The decision by Reagan followed months of negotiations between the United States and Rumanian officals to have Rumania drop its so called “education tax” which was first announced last November. Since November, the Administration has repeatedly warned that the tax, which requires all emigrants to reimburse the government for the free secondary and higher education they had received, would adversely affect Rumania’s MFN status.

Reagan issued a stern warning on March 4 that Rumania would lose its MFN status on June 30 if the tax was still in force. The imposition of the tax violated the terms of the 1974 Jackson-Vanik Amendment which links trade with Communist bloc nations to their emigration policies.

Reagan, in his message to Congress, said, “I have received assurances from the President of Rumania that Rumania will not require reimbursement to the state of educational costs as a precondition to emigration and that Rumania will not create economic or procedural barriers to emigration.

“Based on these assurances, and on the above described emigration performance, I believe the continuation of the waiver applicable to Rumania will substantially promote the objectives of the act,” Reagan said, referring to the Trade Act. He noted that about 20,000 Rumanians emigrated last year, of which 2,500 went to the U.S., 2,000 to Israel and the rest to West Germany.

State Department officials reportedly said that Rumania yielded on the education tax partially because it did not want to jeopardize its one billion a year trade with the United States. In 1981, the U.S. imported $560 million in Rumanian goods, and sold Rumania $503 million in products.

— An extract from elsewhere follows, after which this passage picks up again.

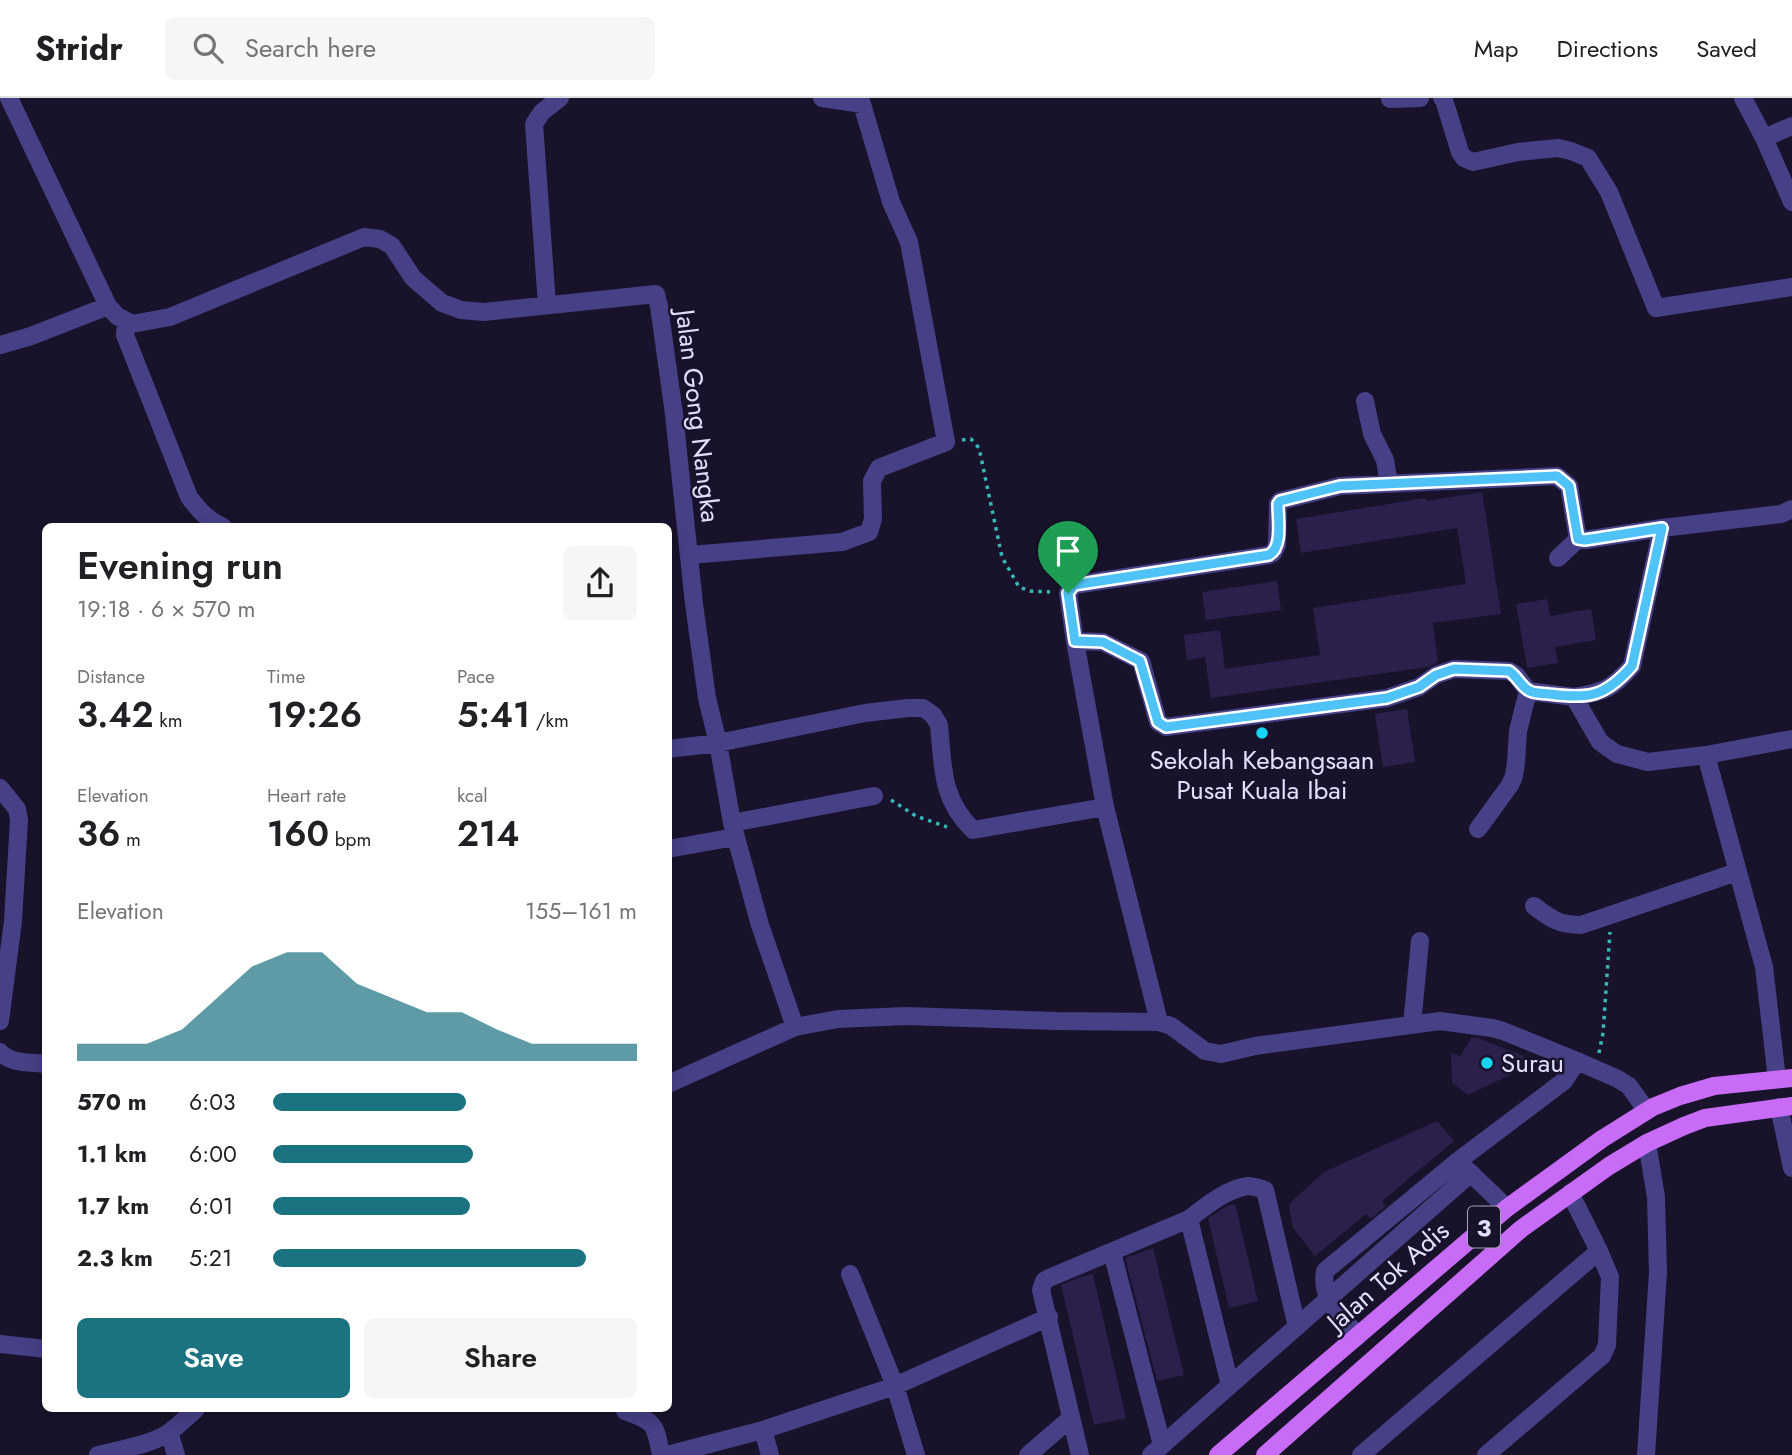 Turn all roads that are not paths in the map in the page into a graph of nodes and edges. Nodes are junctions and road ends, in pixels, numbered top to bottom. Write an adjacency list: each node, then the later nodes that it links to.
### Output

Meanwhile, in New York, Rabbi Arthur Schneier, president of the Appeal of Conscience Foundation, who returned from a visit to Bucharest last week, said he was told by Ceausescu that the education tax would not be applied to Rumanians seeking to emigrate to the U.S. According to Schneier, the Rumanian President told him that “We will also reach an agreement with Israel, an accord that will be mutually acceptable.”

Schneier also reported that West Germany Foreign Minister Hans Dietrich Genscher has also concluded an agreement with Rumania for the lifting of the education tax for ethnic Gemans. Schneier is senior rabbi of the Park East Synagogue in New York.